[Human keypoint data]
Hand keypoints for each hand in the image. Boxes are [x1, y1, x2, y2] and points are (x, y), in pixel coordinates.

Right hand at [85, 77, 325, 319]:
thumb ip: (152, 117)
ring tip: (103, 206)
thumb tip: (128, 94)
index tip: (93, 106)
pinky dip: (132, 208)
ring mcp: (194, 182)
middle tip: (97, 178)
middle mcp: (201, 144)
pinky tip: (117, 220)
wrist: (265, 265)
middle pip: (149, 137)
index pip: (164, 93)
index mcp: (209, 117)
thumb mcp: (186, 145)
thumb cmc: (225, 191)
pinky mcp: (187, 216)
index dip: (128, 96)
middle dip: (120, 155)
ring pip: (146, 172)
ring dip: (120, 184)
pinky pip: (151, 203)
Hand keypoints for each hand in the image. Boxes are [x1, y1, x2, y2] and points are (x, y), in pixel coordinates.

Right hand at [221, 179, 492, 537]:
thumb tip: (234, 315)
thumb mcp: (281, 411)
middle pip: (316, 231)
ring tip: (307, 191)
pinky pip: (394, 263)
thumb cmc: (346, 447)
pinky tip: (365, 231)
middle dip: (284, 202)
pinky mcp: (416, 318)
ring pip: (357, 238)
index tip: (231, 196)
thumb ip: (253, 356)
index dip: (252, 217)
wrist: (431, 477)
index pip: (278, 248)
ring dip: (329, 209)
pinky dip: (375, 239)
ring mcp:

---

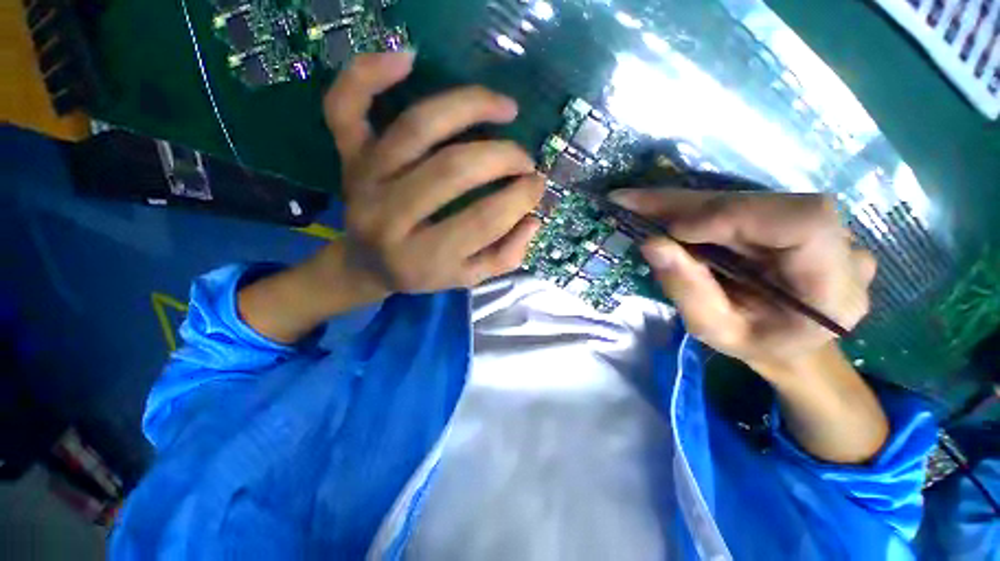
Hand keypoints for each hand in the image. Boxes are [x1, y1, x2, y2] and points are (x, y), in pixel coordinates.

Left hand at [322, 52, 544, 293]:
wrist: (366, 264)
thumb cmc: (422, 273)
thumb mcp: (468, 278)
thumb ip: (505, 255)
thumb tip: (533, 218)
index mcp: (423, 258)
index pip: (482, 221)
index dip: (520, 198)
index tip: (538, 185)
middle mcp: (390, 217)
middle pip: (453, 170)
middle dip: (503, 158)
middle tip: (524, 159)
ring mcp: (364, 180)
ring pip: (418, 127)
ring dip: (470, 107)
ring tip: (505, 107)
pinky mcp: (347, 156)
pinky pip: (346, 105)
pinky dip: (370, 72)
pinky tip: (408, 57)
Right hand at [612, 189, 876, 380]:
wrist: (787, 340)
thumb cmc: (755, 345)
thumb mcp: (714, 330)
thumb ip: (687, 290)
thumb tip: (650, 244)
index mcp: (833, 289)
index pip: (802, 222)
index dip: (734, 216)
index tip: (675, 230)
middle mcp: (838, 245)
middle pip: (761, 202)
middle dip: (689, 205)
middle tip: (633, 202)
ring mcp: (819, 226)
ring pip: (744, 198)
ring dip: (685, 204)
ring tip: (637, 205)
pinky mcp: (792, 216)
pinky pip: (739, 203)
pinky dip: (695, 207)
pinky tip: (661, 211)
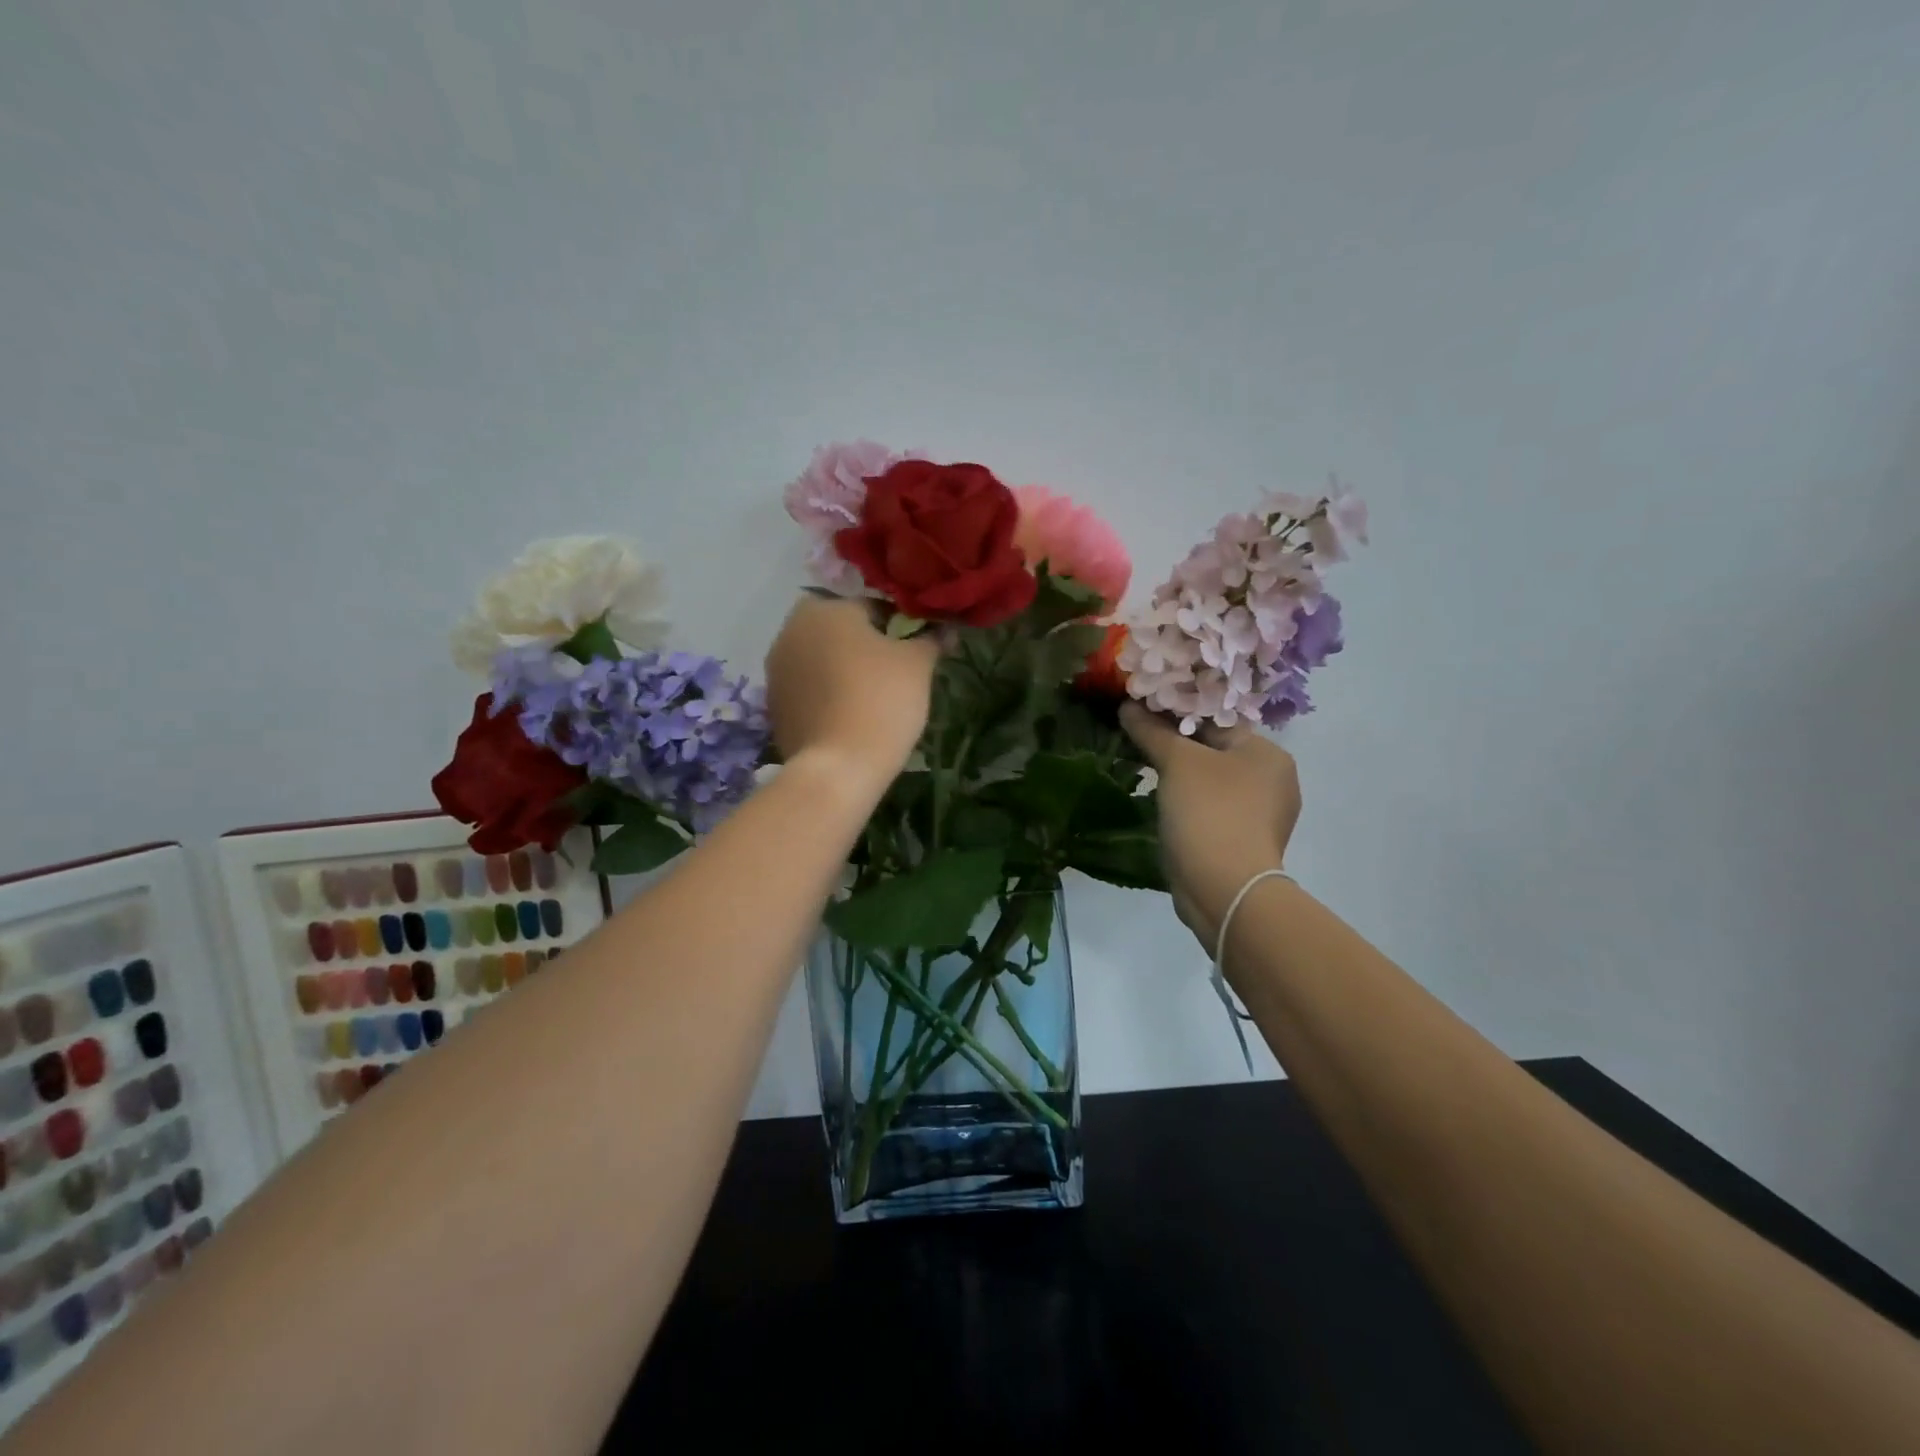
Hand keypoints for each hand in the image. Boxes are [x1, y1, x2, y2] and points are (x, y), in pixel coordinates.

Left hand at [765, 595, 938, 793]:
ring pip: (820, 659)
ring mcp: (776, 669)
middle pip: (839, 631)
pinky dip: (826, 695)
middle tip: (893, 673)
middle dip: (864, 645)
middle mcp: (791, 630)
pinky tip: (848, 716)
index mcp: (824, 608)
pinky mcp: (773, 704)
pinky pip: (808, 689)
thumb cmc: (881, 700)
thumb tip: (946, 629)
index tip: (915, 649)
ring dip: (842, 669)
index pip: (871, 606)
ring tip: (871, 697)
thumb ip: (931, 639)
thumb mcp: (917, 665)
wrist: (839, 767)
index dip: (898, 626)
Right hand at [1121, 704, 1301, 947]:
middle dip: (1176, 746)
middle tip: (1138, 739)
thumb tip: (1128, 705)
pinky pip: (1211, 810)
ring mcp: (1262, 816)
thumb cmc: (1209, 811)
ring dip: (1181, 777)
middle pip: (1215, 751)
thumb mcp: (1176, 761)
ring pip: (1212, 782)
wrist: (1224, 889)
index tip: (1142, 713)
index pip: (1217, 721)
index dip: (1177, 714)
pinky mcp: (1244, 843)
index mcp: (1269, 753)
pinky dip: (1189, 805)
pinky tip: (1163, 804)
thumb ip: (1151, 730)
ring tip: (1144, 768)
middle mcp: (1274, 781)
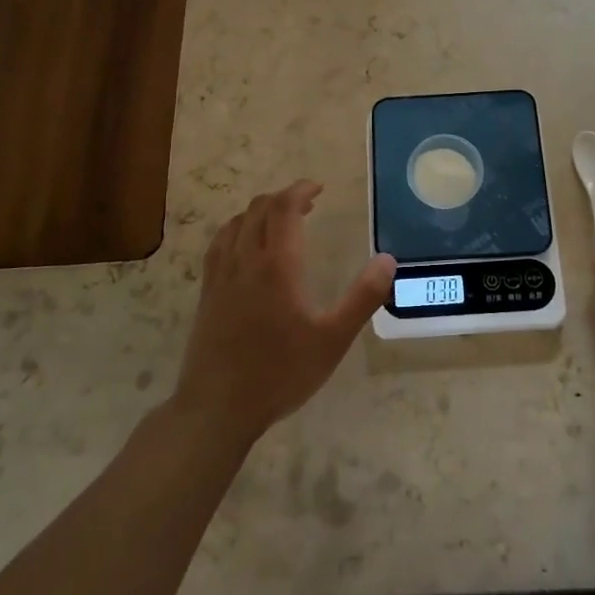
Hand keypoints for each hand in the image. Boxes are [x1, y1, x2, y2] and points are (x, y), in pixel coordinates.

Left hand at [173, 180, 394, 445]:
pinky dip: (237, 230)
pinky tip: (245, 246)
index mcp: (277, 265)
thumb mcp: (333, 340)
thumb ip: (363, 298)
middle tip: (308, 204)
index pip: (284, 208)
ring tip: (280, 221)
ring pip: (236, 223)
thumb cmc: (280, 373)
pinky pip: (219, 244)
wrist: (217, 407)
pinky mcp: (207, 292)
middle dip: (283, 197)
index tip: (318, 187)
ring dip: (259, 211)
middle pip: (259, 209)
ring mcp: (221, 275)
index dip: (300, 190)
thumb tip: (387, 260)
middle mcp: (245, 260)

* _TASK GOAL_:
If a line of the data above holds the string "wrist", count it, then state only the total.

* _YOUR RESPONSE_:
7